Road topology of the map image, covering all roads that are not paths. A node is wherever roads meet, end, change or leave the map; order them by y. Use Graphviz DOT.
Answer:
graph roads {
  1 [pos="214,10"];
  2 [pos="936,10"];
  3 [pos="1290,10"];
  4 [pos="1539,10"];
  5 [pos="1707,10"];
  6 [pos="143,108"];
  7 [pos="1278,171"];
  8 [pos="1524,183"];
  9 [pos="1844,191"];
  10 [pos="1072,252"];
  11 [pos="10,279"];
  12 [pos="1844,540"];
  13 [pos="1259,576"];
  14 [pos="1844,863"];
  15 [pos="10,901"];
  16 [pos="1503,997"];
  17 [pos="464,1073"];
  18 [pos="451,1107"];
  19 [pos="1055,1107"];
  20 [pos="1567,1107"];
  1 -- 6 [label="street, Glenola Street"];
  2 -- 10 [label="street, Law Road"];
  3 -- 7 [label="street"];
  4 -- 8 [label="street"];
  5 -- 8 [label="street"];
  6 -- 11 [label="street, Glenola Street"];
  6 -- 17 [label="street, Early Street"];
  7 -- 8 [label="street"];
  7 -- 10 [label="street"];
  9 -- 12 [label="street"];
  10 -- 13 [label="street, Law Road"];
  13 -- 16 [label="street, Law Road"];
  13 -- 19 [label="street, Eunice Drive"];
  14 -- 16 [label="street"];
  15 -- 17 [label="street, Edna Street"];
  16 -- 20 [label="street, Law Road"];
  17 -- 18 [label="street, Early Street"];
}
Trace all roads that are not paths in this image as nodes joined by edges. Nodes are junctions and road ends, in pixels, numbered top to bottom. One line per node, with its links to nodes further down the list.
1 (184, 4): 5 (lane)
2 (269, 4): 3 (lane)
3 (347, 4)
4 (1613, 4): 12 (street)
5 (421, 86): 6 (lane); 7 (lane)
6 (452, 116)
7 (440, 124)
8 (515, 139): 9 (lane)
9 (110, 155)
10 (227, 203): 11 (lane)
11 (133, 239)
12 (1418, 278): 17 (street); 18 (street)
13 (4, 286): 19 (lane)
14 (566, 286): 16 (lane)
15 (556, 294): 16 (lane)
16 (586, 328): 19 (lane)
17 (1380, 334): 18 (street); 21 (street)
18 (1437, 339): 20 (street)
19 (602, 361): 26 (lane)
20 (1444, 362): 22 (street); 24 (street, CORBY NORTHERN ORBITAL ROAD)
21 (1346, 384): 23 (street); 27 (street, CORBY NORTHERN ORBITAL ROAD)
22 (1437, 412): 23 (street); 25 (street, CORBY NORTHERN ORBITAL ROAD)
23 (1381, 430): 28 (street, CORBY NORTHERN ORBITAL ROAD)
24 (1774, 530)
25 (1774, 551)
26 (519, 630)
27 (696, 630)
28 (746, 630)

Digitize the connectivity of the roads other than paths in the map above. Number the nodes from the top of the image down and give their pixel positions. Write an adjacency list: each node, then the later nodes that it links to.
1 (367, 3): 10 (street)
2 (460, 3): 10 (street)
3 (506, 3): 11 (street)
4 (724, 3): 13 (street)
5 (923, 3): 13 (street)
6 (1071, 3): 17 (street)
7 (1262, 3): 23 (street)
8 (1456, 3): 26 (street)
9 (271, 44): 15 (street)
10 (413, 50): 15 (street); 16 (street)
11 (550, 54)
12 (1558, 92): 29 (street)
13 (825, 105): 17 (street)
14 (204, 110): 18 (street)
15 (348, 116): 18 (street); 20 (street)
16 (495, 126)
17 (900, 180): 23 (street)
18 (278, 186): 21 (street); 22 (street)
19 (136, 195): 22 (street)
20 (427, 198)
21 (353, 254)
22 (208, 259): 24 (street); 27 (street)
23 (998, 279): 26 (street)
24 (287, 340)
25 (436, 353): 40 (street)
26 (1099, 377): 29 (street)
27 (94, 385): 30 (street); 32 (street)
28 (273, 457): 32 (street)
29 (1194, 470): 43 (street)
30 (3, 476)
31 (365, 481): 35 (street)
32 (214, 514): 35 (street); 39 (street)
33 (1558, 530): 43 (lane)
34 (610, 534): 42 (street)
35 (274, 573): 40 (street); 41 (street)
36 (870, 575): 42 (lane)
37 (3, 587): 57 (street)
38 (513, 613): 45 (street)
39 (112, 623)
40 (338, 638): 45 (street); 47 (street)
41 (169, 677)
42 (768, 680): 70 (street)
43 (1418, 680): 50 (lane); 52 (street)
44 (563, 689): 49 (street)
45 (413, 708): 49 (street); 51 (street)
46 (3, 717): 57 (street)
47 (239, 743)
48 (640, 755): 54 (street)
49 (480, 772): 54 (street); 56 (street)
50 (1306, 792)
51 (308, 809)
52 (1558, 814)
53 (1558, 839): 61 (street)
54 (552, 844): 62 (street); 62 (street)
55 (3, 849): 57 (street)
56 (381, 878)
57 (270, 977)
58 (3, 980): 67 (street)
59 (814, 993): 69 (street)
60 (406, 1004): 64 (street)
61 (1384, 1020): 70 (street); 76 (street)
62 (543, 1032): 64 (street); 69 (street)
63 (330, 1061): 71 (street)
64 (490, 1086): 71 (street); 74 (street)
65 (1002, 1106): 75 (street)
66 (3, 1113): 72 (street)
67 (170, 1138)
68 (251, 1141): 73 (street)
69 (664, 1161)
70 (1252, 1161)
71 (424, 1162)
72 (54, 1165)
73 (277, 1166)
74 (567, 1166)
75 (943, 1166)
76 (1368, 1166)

→ Work instruction
Scan the entries above and copy each line where "that" occurs.

→ Task solution
Road topology of the map image, covering all roads that are not paths. A node is wherever roads meet, end, change or leave the map; order them by y. Use Graphviz DOT.
Trace all roads that are not paths in this image as nodes joined by edges. Nodes are junctions and road ends, in pixels, numbered top to bottom. One line per node, with its links to nodes further down the list.
Digitize the connectivity of the roads other than paths in the map above. Number the nodes from the top of the image down and give their pixel positions. Write an adjacency list: each node, then the later nodes that it links to.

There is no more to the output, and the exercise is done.